BBC News issued an apology Friday after one of its presenters incorrectly referred to Israeli hostages held by Hamas as "prisoners," The Telegraph reported on Sunday.
Nicky Schiller, a BBC News channel anchor, made the error during a broadcast about the planned release of three Israeli hostages – Yarden Bibas, 35, Ofer Kalderon, 54, and Keith Samuel Siegel, 65 – who were taken captive during Hamas's October 7 attacks in 2023.
"Confirmation in the last couple of hours, first from Hamas, that three Israeli prisoners, all men this time, will be released tomorrow and then we will see 90 Palestinian prisoners freed from Israeli jails," Schiller said during the broadcast, according to The Telegraph.

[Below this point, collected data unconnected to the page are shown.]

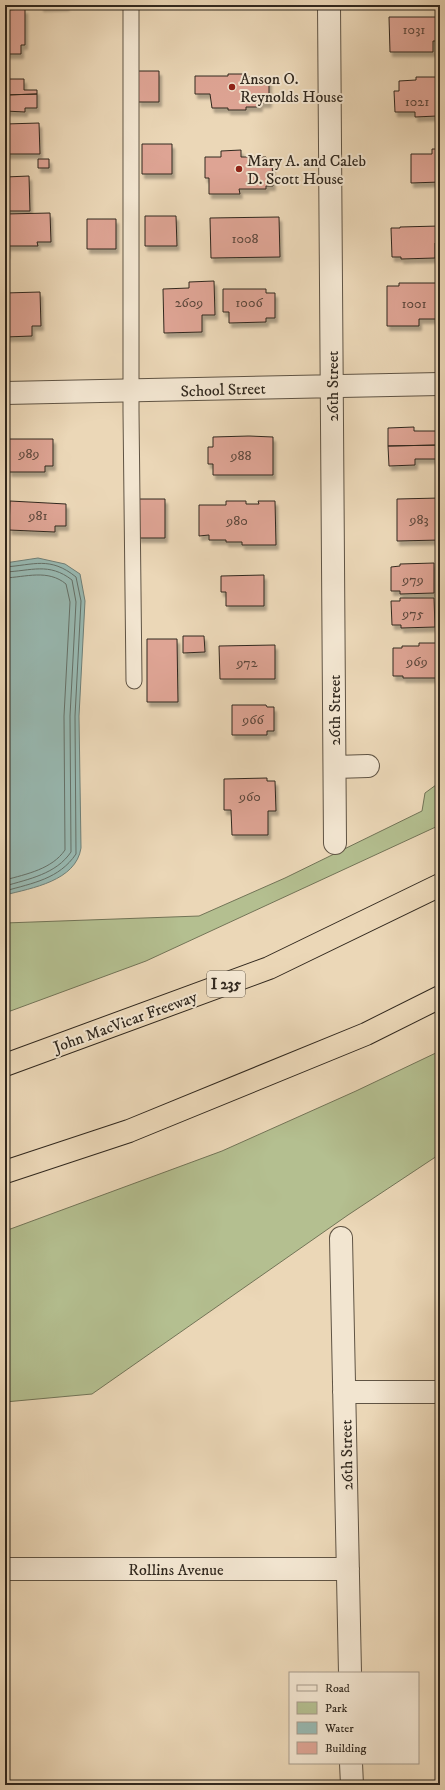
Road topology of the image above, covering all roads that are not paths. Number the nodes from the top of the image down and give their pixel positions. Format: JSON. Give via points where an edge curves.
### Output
{"nodes":[{"id":1,"x":131,"y":5,"type":"edge"},
{"id":2,"x":329,"y":5,"type":"edge"},
{"id":3,"x":440,"y":384,"type":"edge"},
{"id":4,"x":332,"y":386,"type":"junction"},
{"id":5,"x":131,"y":391,"type":"junction"},
{"id":6,"x":5,"y":393,"type":"edge"},
{"id":7,"x":134,"y":681,"type":"dead end"},
{"id":8,"x":368,"y":766,"type":"dead end"},
{"id":9,"x":334,"y":767,"type":"junction"},
{"id":10,"x":335,"y":843,"type":"dead end"},
{"id":11,"x":440,"y":885,"type":"edge"},
{"id":12,"x":440,"y":997,"type":"edge"},
{"id":13,"x":5,"y":1065,"type":"edge"},
{"id":14,"x":5,"y":1172,"type":"edge"},
{"id":15,"x":342,"y":1238,"type":"dead end"},
{"id":16,"x":344,"y":1392,"type":"junction"},
{"id":17,"x":440,"y":1392,"type":"edge"},
{"id":18,"x":5,"y":1569,"type":"edge"},
{"id":19,"x":348,"y":1569,"type":"junction"},
{"id":20,"x":350,"y":1672,"type":"edge"},
{"id":21,"x":351,"y":1764,"type":"edge"},
{"id":22,"x":352,"y":1785,"type":"edge"}],
"edges":[{"from":1,"to":5,"type":"lane"},
{"from":2,"to":4,"type":"street","name":"26th Street"},
{"from":3,"to":4,"type":"street","name":"School Street"},
{"from":4,"to":5,"type":"street","name":"School Street"},
{"from":4,"to":9,"type":"street","name":"26th Street"},
{"from":5,"to":6,"type":"street","name":"School Street"},
{"from":5,"to":7,"type":"lane"},
{"from":8,"to":9,"type":"street","name":"26th Street"},
{"from":9,"to":10,"type":"street","name":"26th Street"},
{"from":11,"to":13,"type":"highway","name":"John MacVicar Freeway","number":"I 235","via":[[269,968]]},
{"from":12,"to":14,"type":"highway","via":[[366,1034],[129,1131]]},
{"from":15,"to":16,"type":"street","name":"26th Street"},
{"from":16,"to":17,"type":"street"},
{"from":16,"to":19,"type":"street","name":"26th Street"},
{"from":18,"to":19,"type":"street","name":"Rollins Avenue"},
{"from":19,"to":20,"type":"street","name":"26th Street"},
{"from":21,"to":22,"type":"street"}]}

The BBC later issued a live on-air correction. "Earlier today on BBC News we reported on the names of those three Israeli hostages who are due to be freed tomorrow," the statement read. "At one point during the coverage we mistakenly called the hostages 'prisoners' and we would like to apologize."
The three Israeli hostages were released in exchange for 81 Palestinian prisoners serving extended sentences and nine facing life terms, The Telegraph reports.
Yarden Bibas' wife Shiri and their two children – Ariel, 5, and Kfir, 1.5 years – were also taken hostage on October 7. Hamas has claimed that Shiri Bibas and her children were killed in an Israeli airstrike in Khan Younis, though Israel has expressed serious concerns about their wellbeing without confirming their deaths.
BBC in unforgiveable errors over Hamas hostages
People must be held accountable
Deliberate antisemitism bias again by BBC https://t.co/oqRirXwP8F
— Richard Tice MP
(@TiceRichard) February 1, 2025
This incident follows previous BBC apologies regarding Israel coverage. In November, the broadcaster apologized after reporter Monica Miller incorrectly stated twice that Israeli forces were targeting medical staff and Arabic speakers at Gaza's largest hospital.
A September analysis led by British lawyer Trevor Asserson identified over 1,500 potential breaches of BBC editorial guidelines during peak coverage of the Israel-Hamas war, highlighting what the report termed a "deeply worrying pattern of bias" against Israel.